# PROBLEM DESCRIPTION:
Could you retype all of the entries exactly, without their pictures?

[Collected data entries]
########################################

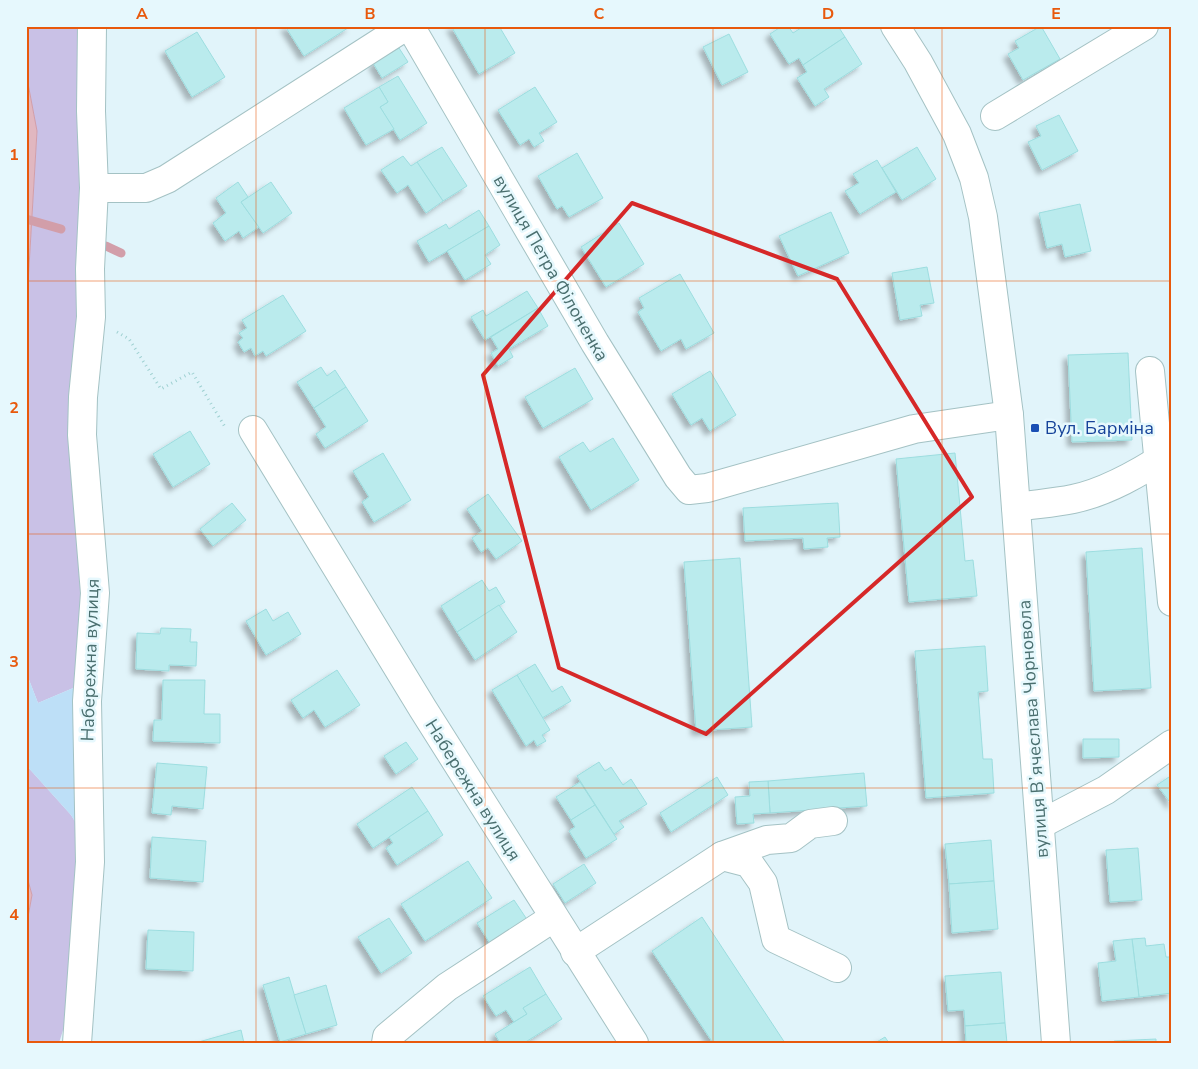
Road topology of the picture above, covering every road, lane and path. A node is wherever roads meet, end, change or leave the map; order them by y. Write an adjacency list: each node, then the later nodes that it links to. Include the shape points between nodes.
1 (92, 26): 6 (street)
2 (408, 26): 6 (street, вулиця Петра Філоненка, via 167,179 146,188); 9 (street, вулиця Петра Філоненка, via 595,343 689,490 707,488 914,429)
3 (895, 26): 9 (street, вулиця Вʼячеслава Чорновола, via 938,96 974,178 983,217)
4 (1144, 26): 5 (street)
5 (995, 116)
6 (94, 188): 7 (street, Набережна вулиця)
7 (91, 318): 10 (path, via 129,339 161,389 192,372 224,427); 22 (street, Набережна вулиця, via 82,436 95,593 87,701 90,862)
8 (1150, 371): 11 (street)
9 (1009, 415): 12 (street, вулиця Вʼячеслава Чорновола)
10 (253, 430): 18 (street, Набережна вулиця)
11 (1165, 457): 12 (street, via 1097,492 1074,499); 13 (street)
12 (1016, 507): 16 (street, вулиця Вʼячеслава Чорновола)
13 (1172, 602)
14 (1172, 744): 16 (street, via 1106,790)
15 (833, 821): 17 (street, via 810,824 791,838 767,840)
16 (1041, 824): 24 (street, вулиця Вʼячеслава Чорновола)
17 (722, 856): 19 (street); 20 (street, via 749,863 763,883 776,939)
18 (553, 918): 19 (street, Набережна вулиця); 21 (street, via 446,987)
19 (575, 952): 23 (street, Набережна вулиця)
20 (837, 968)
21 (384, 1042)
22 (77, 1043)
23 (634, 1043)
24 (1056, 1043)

########################################

# ANSWER:
Road topology of the picture above, covering every road, lane and path. A node is wherever roads meet, end, change or leave the map; order them by y. Write an adjacency list: each node, then the later nodes that it links to. Include the shape points between nodes.
1 (92, 26): 6 (street)
2 (408, 26): 6 (street, вулиця Петра Філоненка, via 167,179 146,188); 9 (street, вулиця Петра Філоненка, via 595,343 689,490 707,488 914,429)
3 (895, 26): 9 (street, вулиця Вʼячеслава Чорновола, via 938,96 974,178 983,217)
4 (1144, 26): 5 (street)
5 (995, 116)
6 (94, 188): 7 (street, Набережна вулиця)
7 (91, 318): 10 (path, via 129,339 161,389 192,372 224,427); 22 (street, Набережна вулиця, via 82,436 95,593 87,701 90,862)
8 (1150, 371): 11 (street)
9 (1009, 415): 12 (street, вулиця Вʼячеслава Чорновола)
10 (253, 430): 18 (street, Набережна вулиця)
11 (1165, 457): 12 (street, via 1097,492 1074,499); 13 (street)
12 (1016, 507): 16 (street, вулиця Вʼячеслава Чорновола)
13 (1172, 602)
14 (1172, 744): 16 (street, via 1106,790)
15 (833, 821): 17 (street, via 810,824 791,838 767,840)
16 (1041, 824): 24 (street, вулиця Вʼячеслава Чорновола)
17 (722, 856): 19 (street); 20 (street, via 749,863 763,883 776,939)
18 (553, 918): 19 (street, Набережна вулиця); 21 (street, via 446,987)
19 (575, 952): 23 (street, Набережна вулиця)
20 (837, 968)
21 (384, 1042)
22 (77, 1043)
23 (634, 1043)
24 (1056, 1043)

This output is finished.